##### This script is for testing the trained dynamic model on completely independent dataset on the laptop. Since there are only restricted resourses on the laptop, i don't want to make any preprocessing of the videos for the whole dataset. Therefor I define the generator that produces data sample on demand from a randomly chosen video right before feeding it into the model.

In [25]:
#%%writefile create_tf_dataset.py
import pandas as pd
import numpy as np
import cv2
import datetime
import os
from random import shuffle,sample
import math
from tqdm import tqdm
import re
import timeit
import matplotlib.pyplot as plt
from matplotlib.cbook import flatten
%matplotlib inline

##### This cell constructs the list of all videos (the pathes) and also list of all csv-files with numerical data in the given directory. Here also the sequence length seq_len and batch_size is definded. 

In [26]:
working_directory = '../new_data/'
seq_len=6
batch_size=1

video_names = [root+'/'+file for root, _, files in os.walk(working_directory) for file in files if file.endswith('flv')]
csv_names   = [root+'/'+file for root, _, files in os.walk(working_directory) for file in files if file.endswith('csv')]

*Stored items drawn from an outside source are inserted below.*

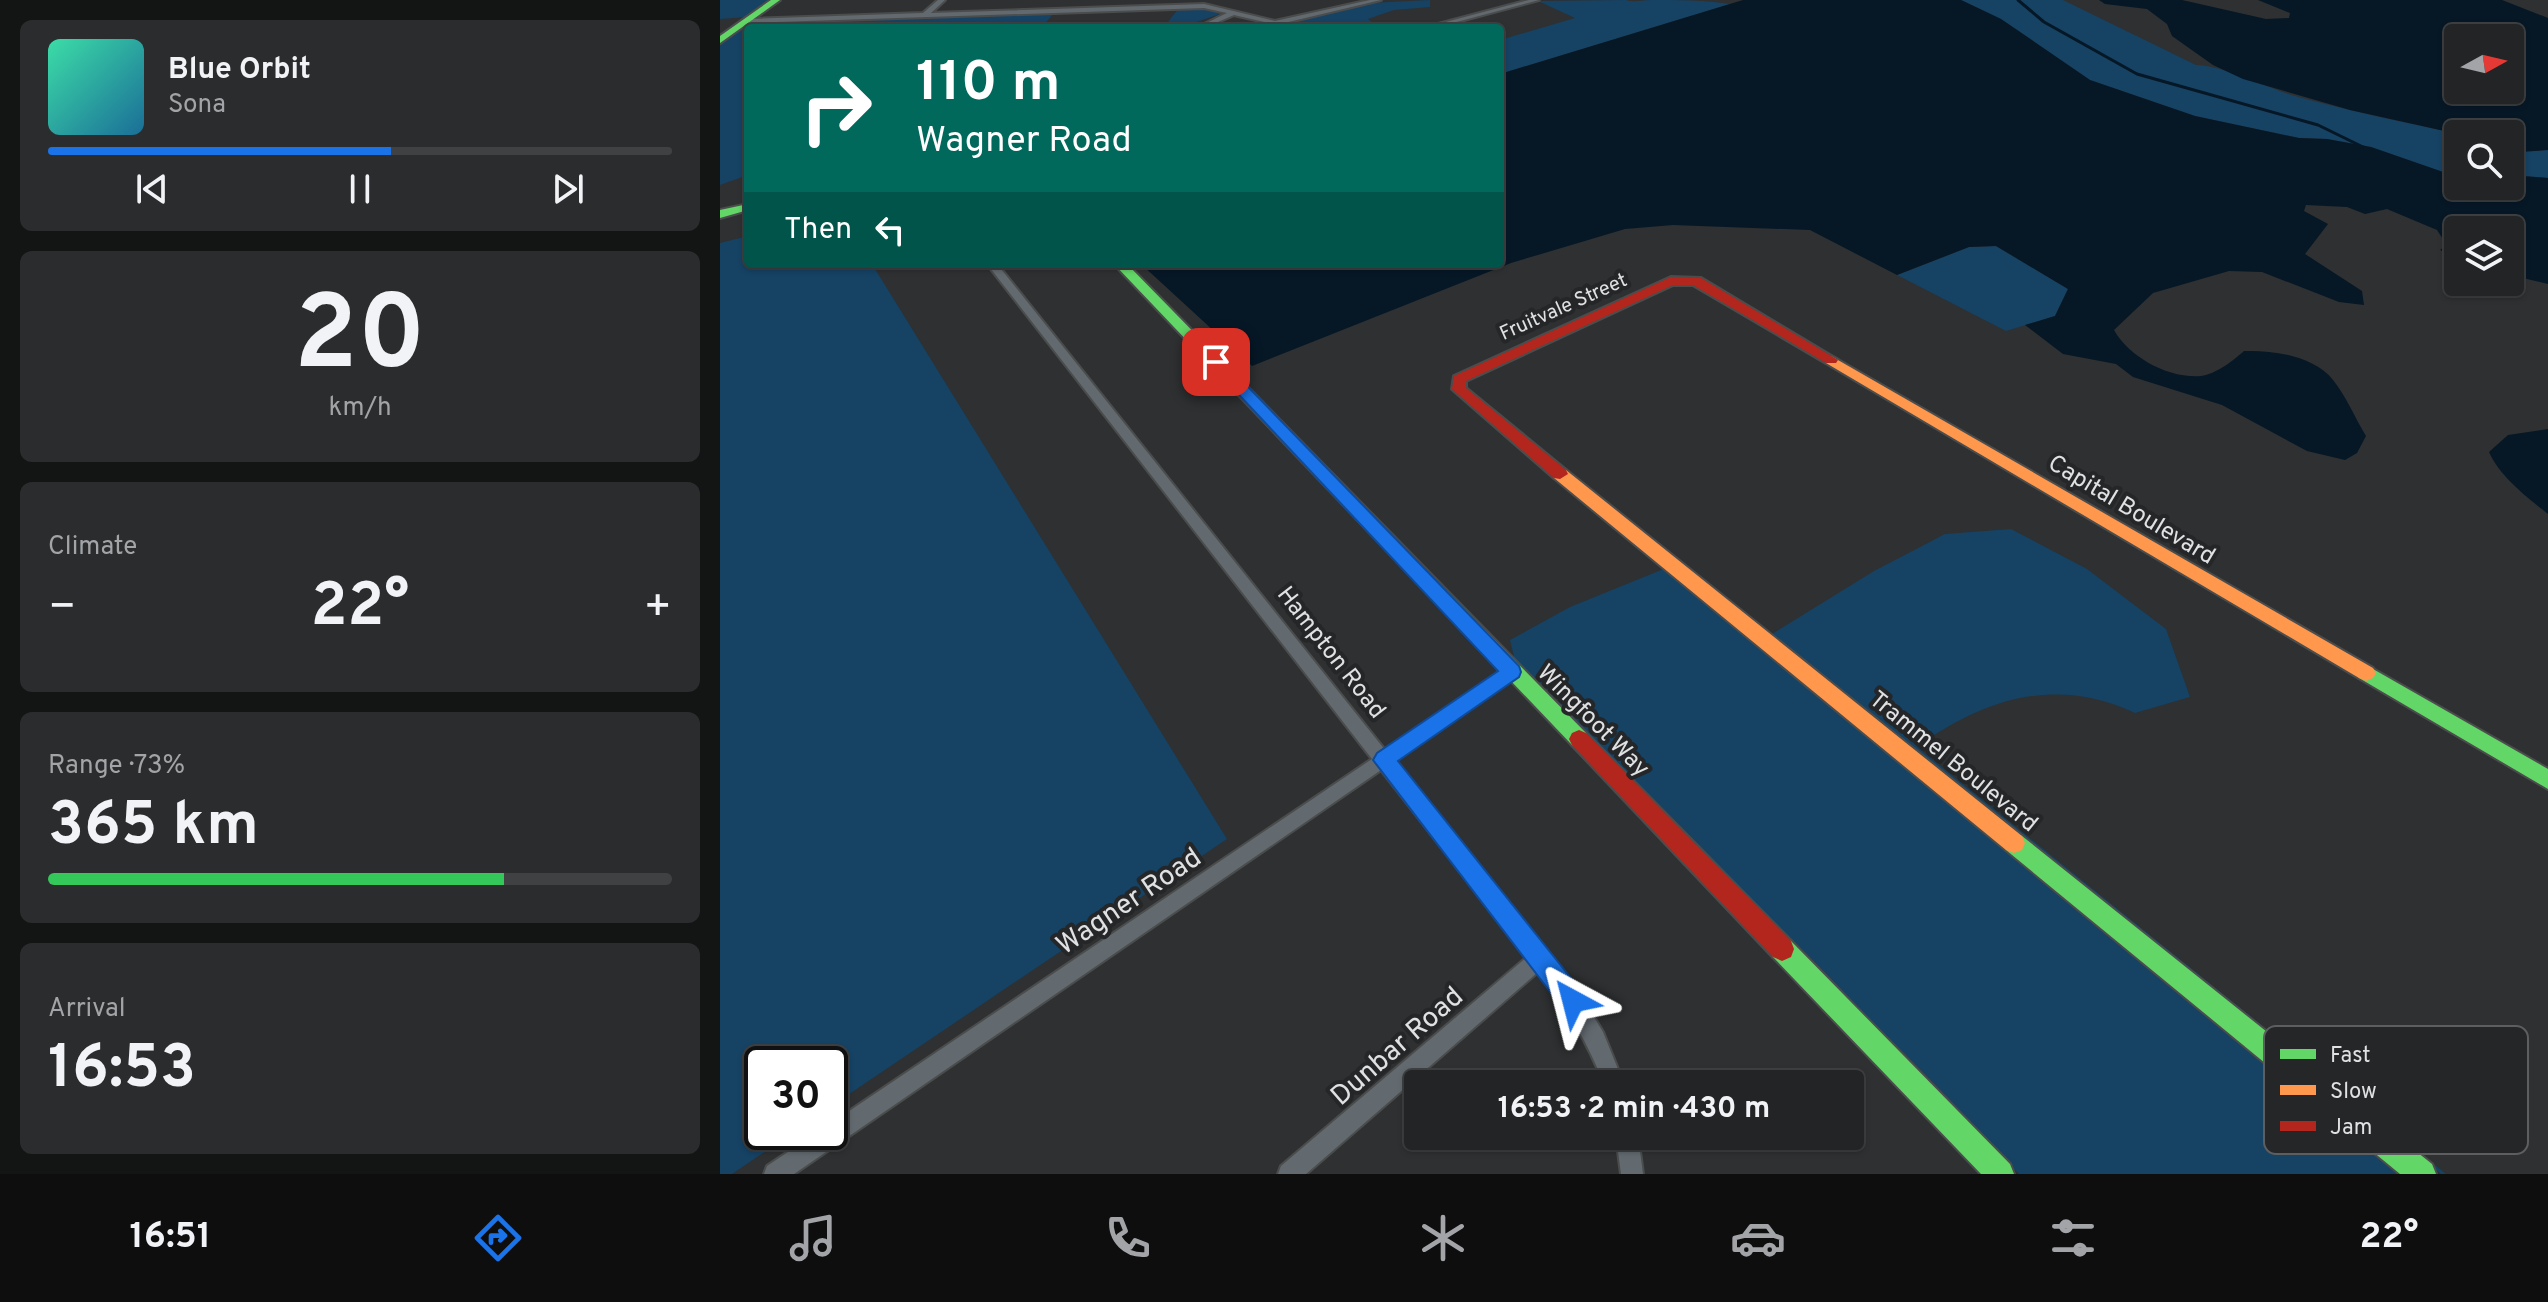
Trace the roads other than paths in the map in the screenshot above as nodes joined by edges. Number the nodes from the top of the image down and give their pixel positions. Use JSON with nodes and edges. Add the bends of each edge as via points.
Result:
{"nodes":[{"id":1,"x":776,"y":0,"type":"edge"},
{"id":2,"x":942,"y":0,"type":"edge"},
{"id":3,"x":1378,"y":0,"type":"edge"},
{"id":4,"x":1536,"y":0,"type":"edge"},
{"id":5,"x":1235,"y":12,"type":"junction"},
{"id":6,"x":925,"y":15,"type":"junction"},
{"id":7,"x":748,"y":21,"type":"junction"},
{"id":8,"x":1275,"y":23,"type":"joint"},
{"id":9,"x":1208,"y":24,"type":"edge"},
{"id":10,"x":1440,"y":24,"type":"edge"},
{"id":11,"x":720,"y":40,"type":"edge"},
{"id":12,"x":744,"y":208,"type":"edge"},
{"id":13,"x":720,"y":214,"type":"edge"},
{"id":14,"x":995,"y":268,"type":"edge"},
{"id":15,"x":1124,"y":268,"type":"edge"},
{"id":16,"x":1692,"y":280,"type":"joint"},
{"id":17,"x":1458,"y":384,"type":"joint"},
{"id":18,"x":1512,"y":672,"type":"junction"},
{"id":19,"x":1384,"y":760,"type":"junction"},
{"id":20,"x":2548,"y":780,"type":"edge"},
{"id":21,"x":1540,"y":958,"type":"junction"},
{"id":22,"x":2264,"y":1046,"type":"edge"},
{"id":23,"x":1608,"y":1070,"type":"edge"},
{"id":24,"x":1629,"y":1150,"type":"edge"},
{"id":25,"x":2397,"y":1154,"type":"edge"},
{"id":26,"x":775,"y":1174,"type":"edge"},
{"id":27,"x":1289,"y":1174,"type":"edge"},
{"id":28,"x":1632,"y":1174,"type":"edge"},
{"id":29,"x":2000,"y":1174,"type":"edge"},
{"id":30,"x":2422,"y":1174,"type":"edge"}],
"edges":[{"from":1,"to":7,"type":"street"},
{"from":2,"to":6,"type":"street"},
{"from":3,"to":8,"type":"street"},
{"from":4,"to":10,"type":"street"},
{"from":5,"to":6,"type":"street","via":[[1204,6]]},
{"from":5,"to":8,"type":"street"},
{"from":5,"to":9,"type":"street"},
{"from":6,"to":7,"type":"street"},
{"from":7,"to":11,"type":"street"},
{"from":12,"to":13,"type":"street"},
{"from":14,"to":19,"type":"street","name":"Hampton Road"},
{"from":15,"to":18,"type":"street","name":"Wingfoot Way"},
{"from":16,"to":17,"type":"street","name":"Fruitvale Street","via":[[1671,281],[1464,374]]},
{"from":16,"to":20,"type":"street","name":"Capital Boulevard"},
{"from":17,"to":22,"type":"street","name":"Trammel Boulevard","via":[[1484,412]]},
{"from":18,"to":19,"type":"street","name":"Wagner Road"},
{"from":18,"to":29,"type":"street","name":"Wingfoot Way"},
{"from":19,"to":21,"type":"street","name":"Hampton Road"},
{"from":19,"to":26,"type":"street","name":"Wagner Road"},
{"from":21,"to":23,"type":"street","name":"Hampton Road","via":[[1573,1001]]},
{"from":21,"to":27,"type":"street","name":"Dunbar Road"},
{"from":24,"to":28,"type":"street"},
{"from":25,"to":30,"type":"street","name":"Trammel Boulevard"}]}
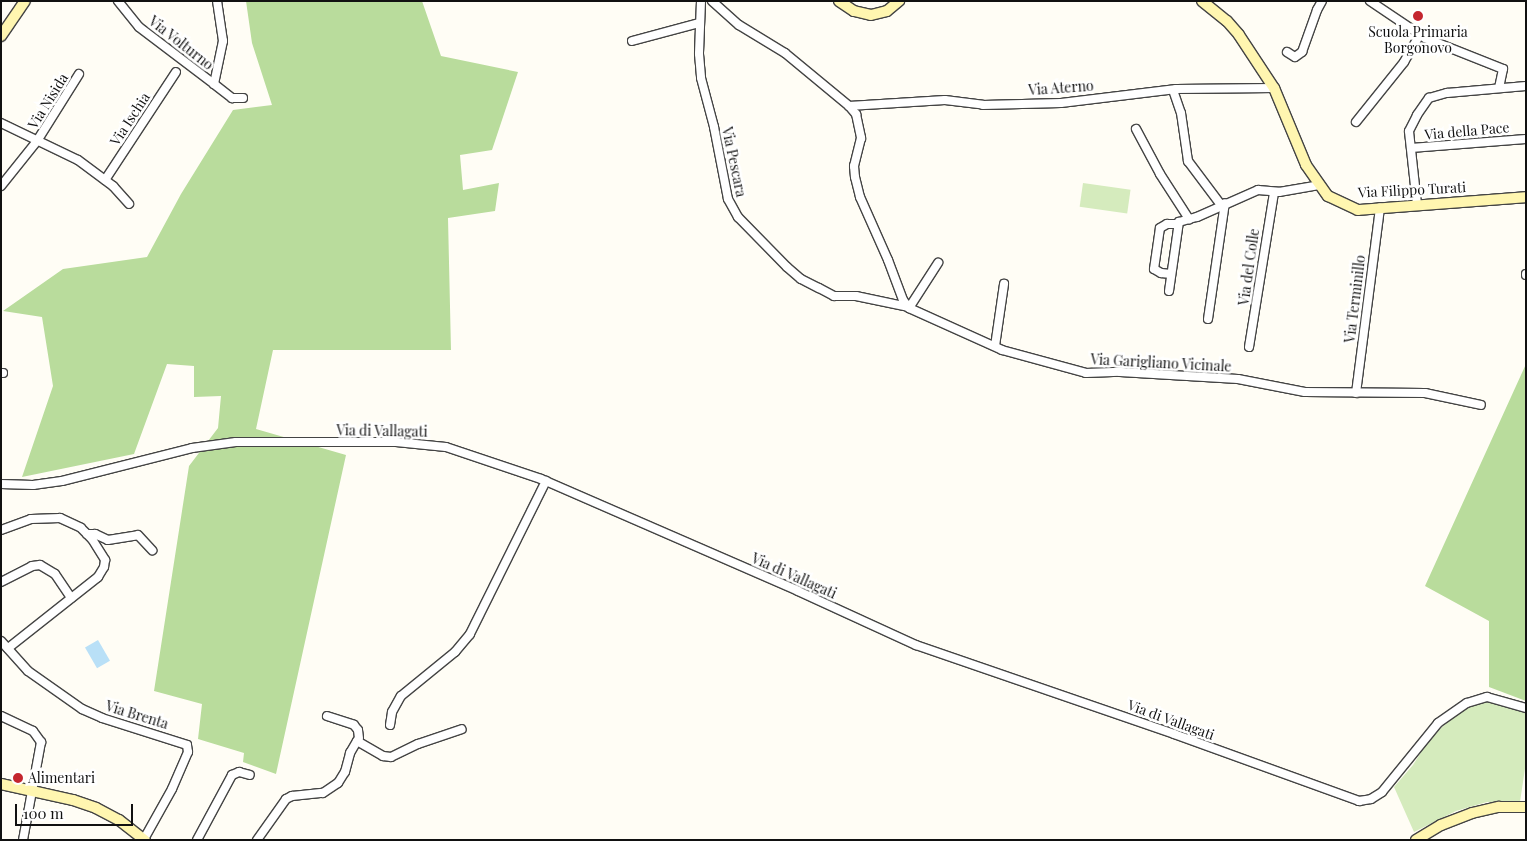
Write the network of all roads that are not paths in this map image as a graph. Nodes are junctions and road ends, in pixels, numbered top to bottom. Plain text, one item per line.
1 (25, 1) edge
2 (118, 1) edge
3 (217, 1) edge
4 (701, 1) edge
5 (712, 1) edge
6 (839, 1) edge
7 (899, 1) edge
8 (1202, 1) edge
9 (1322, 1) edge
10 (1370, 1) edge
11 (699, 23) junction
12 (1420, 34) junction
13 (1, 36) edge
14 (632, 41) dead end
15 (1287, 52) dead end
16 (176, 72) dead end
17 (79, 74) dead end
18 (214, 84) junction
19 (1526, 86) edge
20 (1274, 88) junction
21 (1499, 88) junction
22 (1173, 90) junction
23 (243, 98) dead end
24 (849, 106) junction
25 (1356, 122) dead end
26 (3, 125) edge
27 (1136, 129) dead end
28 (1526, 139) edge
29 (37, 141) junction
30 (1411, 148) junction
31 (105, 180) junction
32 (1320, 185) junction
33 (1, 186) edge
34 (1526, 188) edge
35 (1274, 192) junction
36 (1525, 197) edge
37 (129, 204) dead end
38 (1223, 204) junction
39 (1417, 204) junction
40 (1380, 208) junction
41 (1190, 219) junction
42 (1178, 224) junction
43 (938, 263) dead end
44 (1171, 274) junction
45 (1004, 284) dead end
46 (1169, 291) dead end
47 (908, 308) junction
48 (1208, 319) dead end
49 (994, 346) junction
50 (1249, 346) dead end
51 (1356, 393) junction
52 (1481, 405) dead end
53 (546, 481) junction
54 (1, 484) edge
55 (1, 530) edge
56 (87, 534) junction
57 (152, 550) dead end
58 (1, 582) edge
59 (71, 598) junction
60 (1, 641) edge
61 (8, 648) junction
62 (1526, 708) edge
63 (1, 716) edge
64 (327, 716) dead end
65 (390, 726) dead end
66 (364, 728) dead end
67 (462, 729) dead end
68 (358, 740) junction
69 (250, 775) dead end
70 (1, 784) edge
71 (32, 791) junction
72 (1526, 807) edge
73 (144, 839) edge
74 (23, 840) edge
75 (196, 840) edge
76 (257, 840) edge
77 (1416, 840) edge

1 - 13 main road
2 - 18 street, Via Volturno
3 - 18 street, Via Volturno
4 - 11 street, Via Pescara
5 - 24 street
6 - 7 main road
8 - 20 main road, Via Filippo Turati
9 - 15 street
10 - 12 street
11 - 14 street
11 - 47 street, Via Pescara
12 - 21 street
12 - 25 street
16 - 31 street, Via Ischia
17 - 29 street, Via Nisida
18 - 23 street
19 - 21 street
20 - 22 street, Via Aterno
20 - 32 main road, Via Filippo Turati
21 - 30 street
22 - 24 street, Via Aterno
22 - 38 street
24 - 47 street
26 - 29 street
27 - 41 street
28 - 30 street, Via della Pace
29 - 31 street
29 - 33 street, Via Nisida
30 - 39 street
31 - 37 street
32 - 35 street
32 - 40 main road, Via Filippo Turati
34 - 36 street
35 - 38 street
35 - 50 street, Via del Colle
36 - 39 main road, Via Filippo Turati
38 - 41 street
38 - 48 street
39 - 40 main road, Via Filippo Turati
40 - 51 street, Via Terminillo
41 - 42 street
42 - 44 street
42 - 44 street
43 - 47 street
44 - 46 street
45 - 49 street
47 - 49 street, Via Garigliano Vicinale
49 - 51 street, Via Garigliano Vicinale
51 - 52 street, Via Garigliano Vicinale
53 - 54 street, Via di Vallagati
53 - 62 street, Via di Vallagati
53 - 65 street
55 - 56 street
56 - 57 street
56 - 59 street
58 - 59 street
59 - 61 street
60 - 61 street, Via Brenta
61 - 73 street, Via Brenta
63 - 71 street
64 - 68 street
66 - 68 street
67 - 68 street
68 - 76 street
69 - 75 street
70 - 71 main road
71 - 73 main road
71 - 74 street
72 - 77 main road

#### Creating one dataframe with numerical values collecting all the csv files together

In [27]:
wind_data=pd.DataFrame()
for path in csv_names:
    tabel=pd.read_csv(path,parse_dates=False)#.reset_index(drop=True)
    wind_data=pd.concat([wind_data,tabel]).reset_index(drop=True)

In [28]:
wind_data.tail()

Unnamed: 0,date,Avg. wind,wind gusts
708,2018-5-31-16-7,15,20
709,2018-5-31-16-12,16,19
710,2018-5-31-16-17,13,17
711,2018-5-31-16-22,12,17
712,2018-5-31-16-27,13,16


##### Function to get time stamp from the video name

In [29]:
def vn_to_time(vn):
    return datetime.datetime.strptime(vn.split('/')[-1].split('.')[0], '%Y-%m-%d-%H-%M')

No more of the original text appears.